→ Aim of the exercise: Note every line in the entries that contains the string "edges", and copy it.

→ Given records:
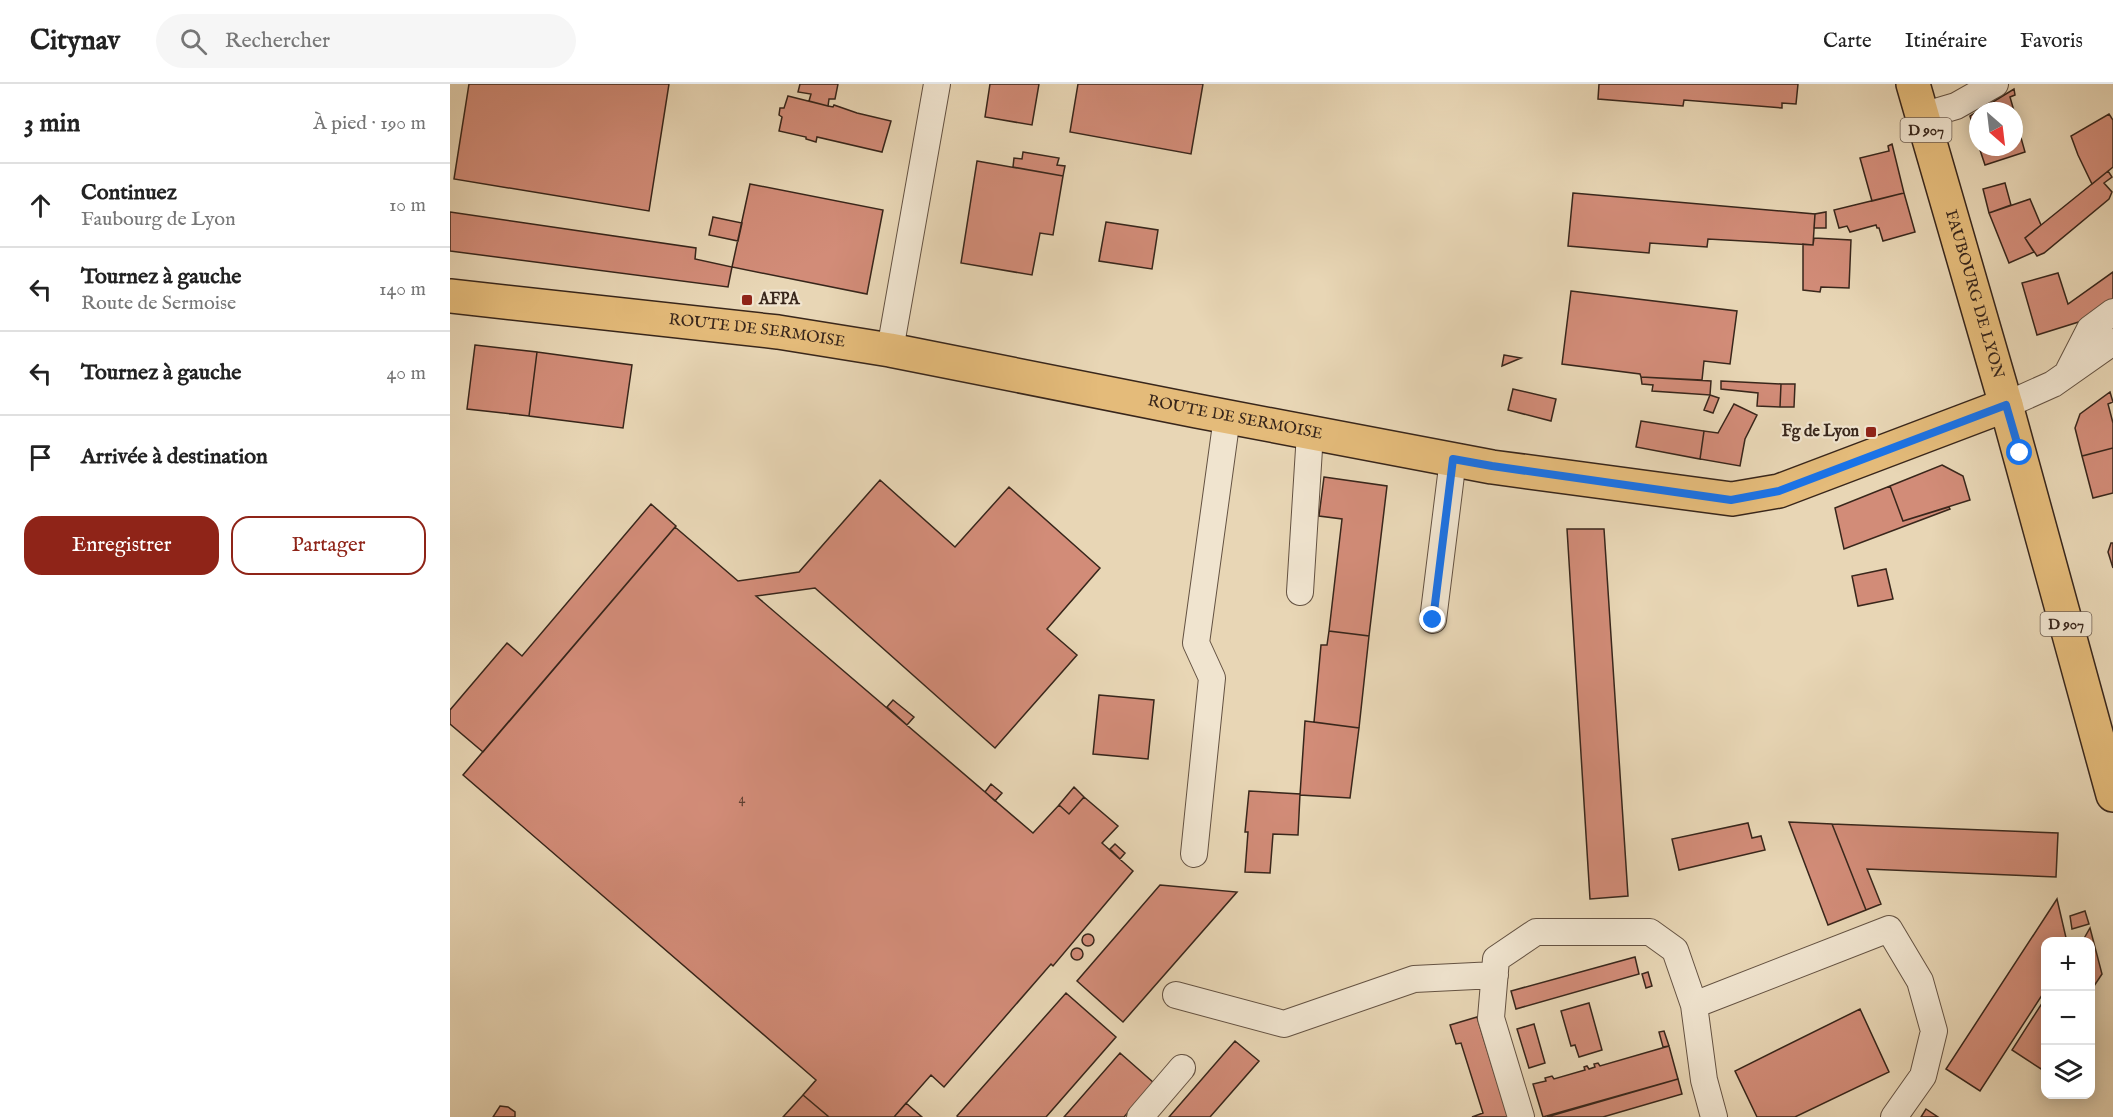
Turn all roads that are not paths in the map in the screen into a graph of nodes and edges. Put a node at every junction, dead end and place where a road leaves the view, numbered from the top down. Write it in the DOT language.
graph roads {
  1 [pos="937,84"];
  2 [pos="1913,84"];
  3 [pos="1995,84"];
  4 [pos="1922,116"];
  5 [pos="450,296"];
  6 [pos="2113,312"];
  7 [pos="2113,342"];
  8 [pos="890,350"];
  9 [pos="2067,374"];
  10 [pos="2006,405"];
  11 [pos="1227,417"];
  12 [pos="1310,433"];
  13 [pos="1453,459"];
  14 [pos="1300,592"];
  15 [pos="1433,620"];
  16 [pos="2113,795"];
  17 [pos="1194,854"];
  18 [pos="1495,975"];
  19 [pos="1176,995"];
  20 [pos="1694,1005"];
  21 [pos="1182,1068"];
  22 [pos="1140,1117"];
  23 [pos="1521,1117"];
  24 [pos="1714,1117"];
  25 [pos="1894,1117"];
  1 -- 8 [label="street"];
  2 -- 4 [label="main road, D 907"];
  3 -- 4 [label="street"];
  4 -- 10 [label="main road, FAUBOURG DE LYON / D 907"];
  5 -- 8 [label="main road, ROUTE DE SERMOISE"];
  6 -- 9 [label="street"];
  7 -- 9 [label="street"];
  8 -- 11 [label="main road, ROUTE DE SERMOISE"];
  9 -- 10 [label="street"];
  10 -- 13 [label="main road, ROUTE DE SERMOISE"];
  10 -- 16 [label="main road, FAUBOURG DE LYON / D 907"];
  11 -- 12 [label="main road, ROUTE DE SERMOISE"];
  11 -- 17 [label="street"];
  12 -- 13 [label="main road, ROUTE DE SERMOISE"];
  12 -- 14 [label="street"];
  13 -- 15 [label="street"];
  18 -- 19 [label="street"];
  18 -- 20 [label="street"];
  18 -- 23 [label="street"];
  20 -- 24 [label="street"];
  20 -- 25 [label="street"];
  21 -- 22 [label="street"];
}
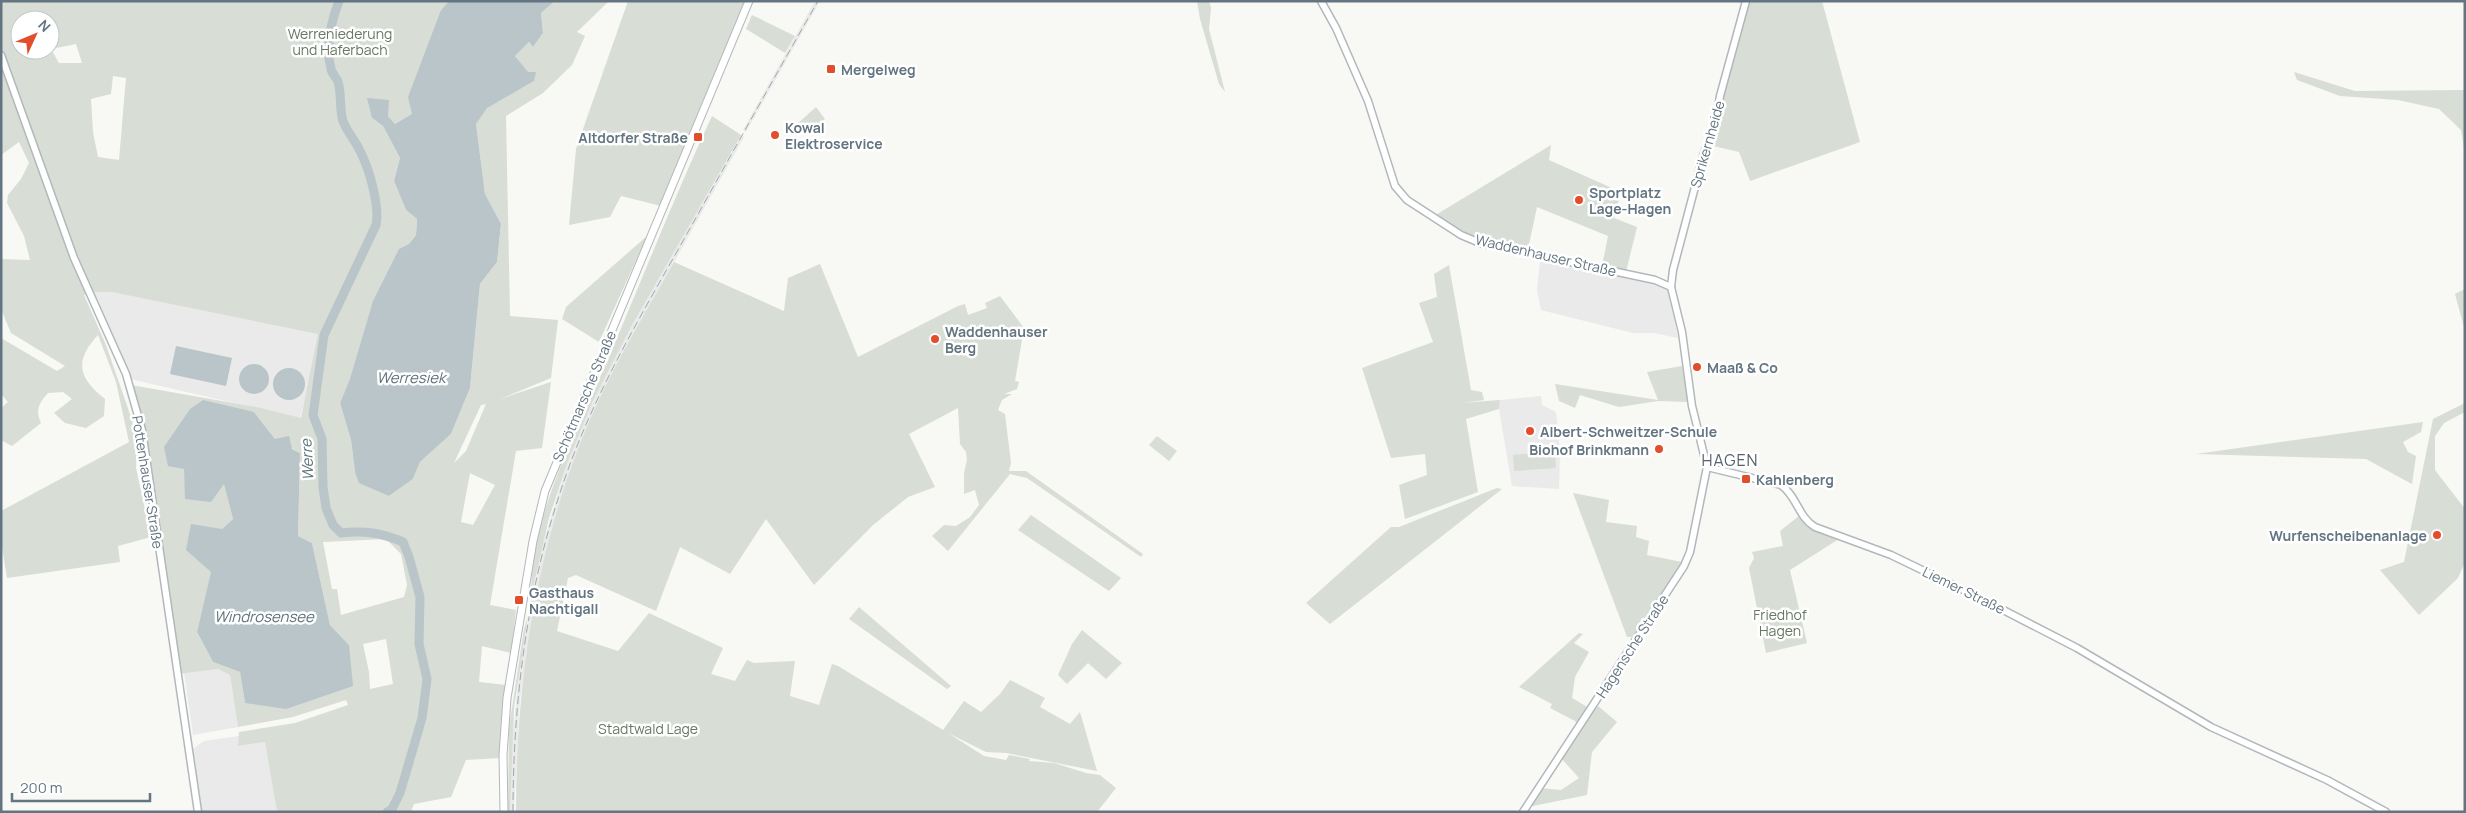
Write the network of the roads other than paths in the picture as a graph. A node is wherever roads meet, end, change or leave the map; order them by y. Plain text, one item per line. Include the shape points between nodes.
1 (749, 1) edge
2 (1321, 1) edge
3 (1746, 1) edge
4 (1, 55) edge
5 (1671, 287) junction
6 (1707, 467) junction
7 (198, 812) edge
8 (504, 812) edge
9 (1523, 812) edge
10 (2386, 812) edge

1 - 8 main road, Schötmarsche Straße via 545,491 533,541 507,698
2 - 5 main road, Waddenhauser Straße via 1368,101 1395,186 1407,200 1461,235 1480,243 1655,280
3 - 5 main road, Sprikernheide via 1716,121 1673,267
4 - 7 main road, Pottenhauser Straße via 74,258 126,374 140,423
5 - 6 main road via 1682,332 1692,406
6 - 9 main road, Hagensche Straße via 1690,552 1684,566
6 - 10 main road, Liemer Straße via 1778,483 1790,492 1805,519 1815,527 1892,555 1980,598 2077,648 2210,728 2327,780

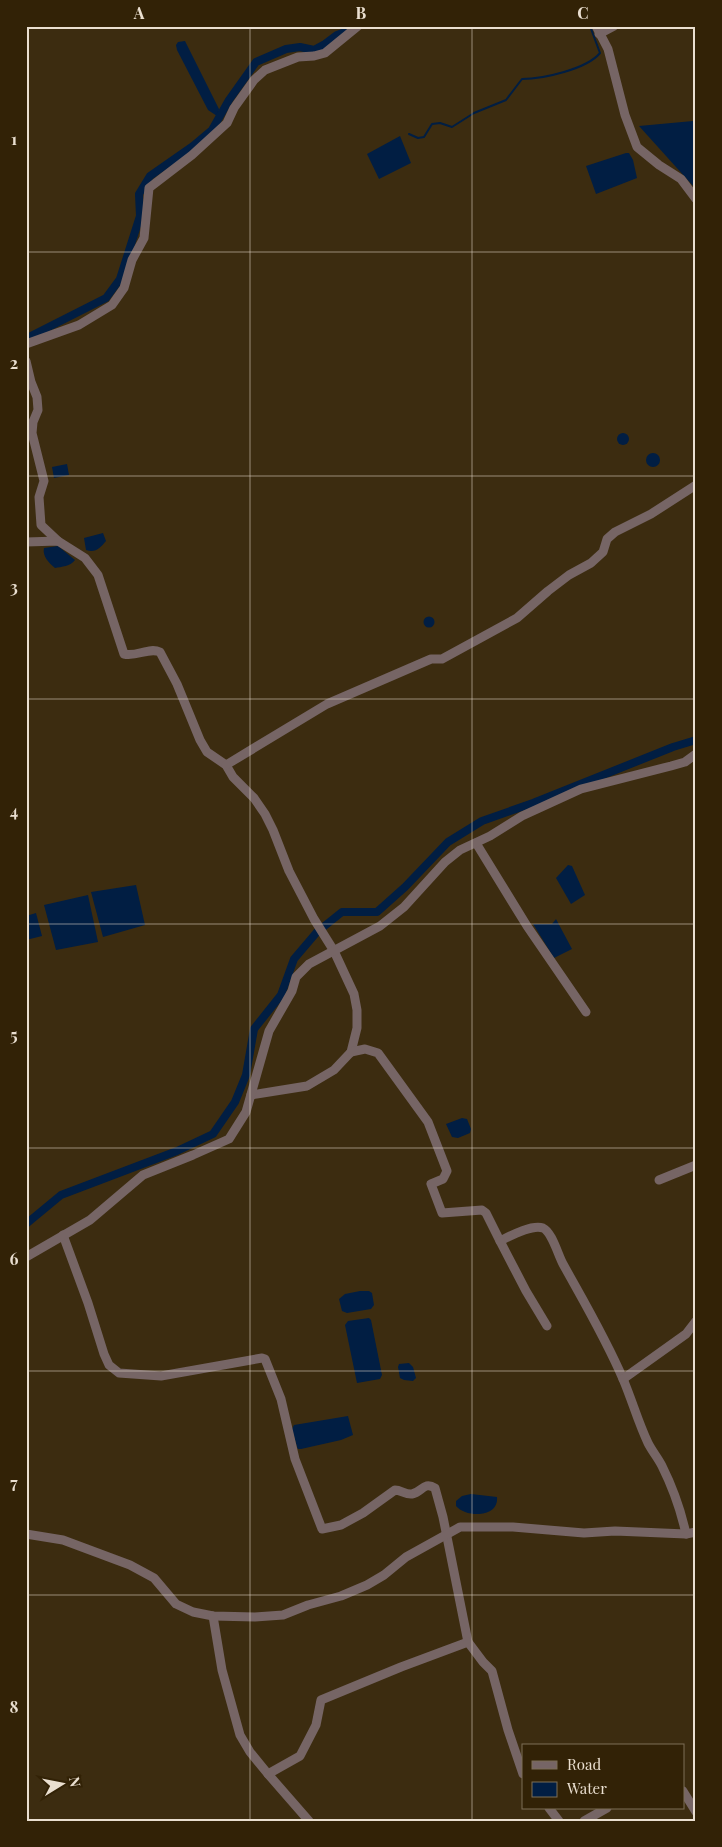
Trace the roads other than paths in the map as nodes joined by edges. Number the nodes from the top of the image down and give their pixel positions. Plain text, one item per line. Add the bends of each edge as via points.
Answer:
1 (358, 26) edge
2 (614, 26) edge
3 (597, 30) edge
4 (696, 199) edge
5 (26, 344) edge
6 (26, 361) edge
7 (696, 485) edge
8 (58, 541) junction
9 (26, 542) edge
10 (696, 754) edge
11 (226, 765) junction
12 (476, 843) junction
13 (334, 951) junction
14 (586, 1012) dead end
15 (351, 1052) junction
16 (251, 1095) junction
17 (696, 1165) edge
18 (659, 1180) dead end
19 (63, 1235) junction
20 (500, 1241) junction
21 (26, 1257) edge
22 (696, 1321) edge
23 (547, 1326) dead end
24 (624, 1379) junction
25 (696, 1532) edge
26 (26, 1534) edge
27 (446, 1534) junction
28 (686, 1534) junction
29 (213, 1616) junction
30 (468, 1642) junction
31 (522, 1771) edge
32 (268, 1774) junction
33 (684, 1793) edge
34 (551, 1810) edge
35 (603, 1810) edge
36 (696, 1812) edge
37 (309, 1821) edge
38 (559, 1821) edge
39 (584, 1821) edge

1 - 5 street via 325,53 298,57 265,70 254,80 227,123 149,188 144,238 132,260 124,288 112,305 79,325
2 - 3 street
3 - 4 street via 608,48 636,147 681,179
6 - 8 street via 37,397 38,410 32,433 44,481 39,497 41,525
7 - 11 street via 652,514 616,532 607,539 603,552 591,563 562,580 517,618 442,659 431,659 327,704
8 - 9 street
8 - 11 street via 85,558 98,575 124,654 155,649 160,652 207,752
10 - 12 street via 685,762 581,789 522,816
11 - 13 street via 264,814 288,871
12 - 13 street via 445,862 404,907 380,926
12 - 14 street via 527,926
13 - 15 street via 348,978 357,1010 357,1028
13 - 16 street via 309,964 296,977 292,991 269,1031
15 - 16 street via 334,1070 307,1086
15 - 20 street via 365,1049 378,1053 428,1122 447,1171 443,1180 431,1184 442,1213 482,1210
16 - 19 street via 246,1112 229,1139 143,1175 90,1220
17 - 18 street
19 - 21 street
19 - 27 street via 104,1354 119,1373 160,1376 265,1359 280,1399 295,1459 322,1530 341,1525 363,1513 395,1490 415,1494 431,1485 436,1488
20 - 23 street
20 - 24 street via 532,1228 541,1227 548,1232
22 - 24 street via 686,1334
24 - 28 street via 634,1410 675,1498
25 - 28 street
26 - 29 street via 63,1540 130,1566 154,1578 176,1604
27 - 28 street via 460,1527 513,1527 584,1533
27 - 29 street via 406,1557 384,1575 341,1596 275,1616
27 - 30 street
29 - 32 street via 222,1670 240,1735
30 - 31 street via 492,1671
30 - 32 street via 321,1700 316,1725 300,1756
32 - 37 street
33 - 36 street
34 - 38 street
35 - 39 street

→ Response:
Turn all roads that are not paths in the map in the screen into a graph of nodes and edges. Put a node at every junction, dead end and place where a road leaves the view, numbered from the top down. Write it in the DOT language.
Trace the roads other than paths in the map as nodes joined by edges. Number the nodes from the top of the image down and give their pixel positions. Plain text, one item per line. Add the bends of each edge as via points.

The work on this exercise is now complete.